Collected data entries
########

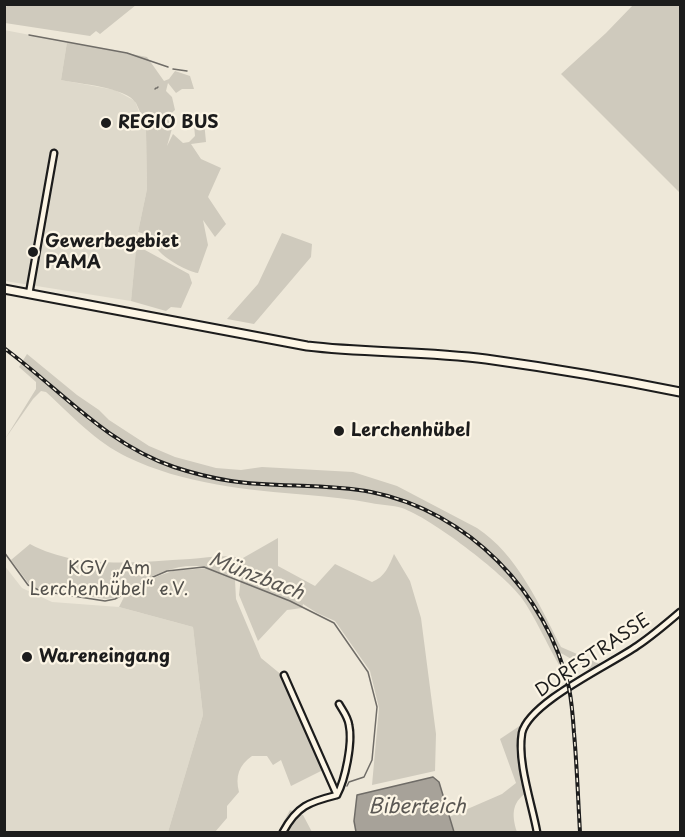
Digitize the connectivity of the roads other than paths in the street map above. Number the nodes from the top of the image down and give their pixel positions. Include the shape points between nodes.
1 (54, 153) dead end
2 (4, 289) edge
3 (29, 294) junction
4 (681, 392) edge
5 (681, 612) edge
6 (284, 675) dead end
7 (339, 705) dead end
8 (337, 795) junction
9 (283, 832) edge
10 (537, 832) edge

1 - 3 street
2 - 3 main road
3 - 4 main road via 307,346 485,359
5 - 10 street, DORFSTRASSE via 636,647 550,700 524,726 521,744
6 - 8 street
7 - 8 street via 350,731
8 - 9 street via 308,804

########

■ **Exercise details**: Give the entries above again word for word, without the pictures.

■ **Answer area**:
Digitize the connectivity of the roads other than paths in the street map above. Number the nodes from the top of the image down and give their pixel positions. Include the shape points between nodes.
1 (54, 153) dead end
2 (4, 289) edge
3 (29, 294) junction
4 (681, 392) edge
5 (681, 612) edge
6 (284, 675) dead end
7 (339, 705) dead end
8 (337, 795) junction
9 (283, 832) edge
10 (537, 832) edge

1 - 3 street
2 - 3 main road
3 - 4 main road via 307,346 485,359
5 - 10 street, DORFSTRASSE via 636,647 550,700 524,726 521,744
6 - 8 street
7 - 8 street via 350,731
8 - 9 street via 308,804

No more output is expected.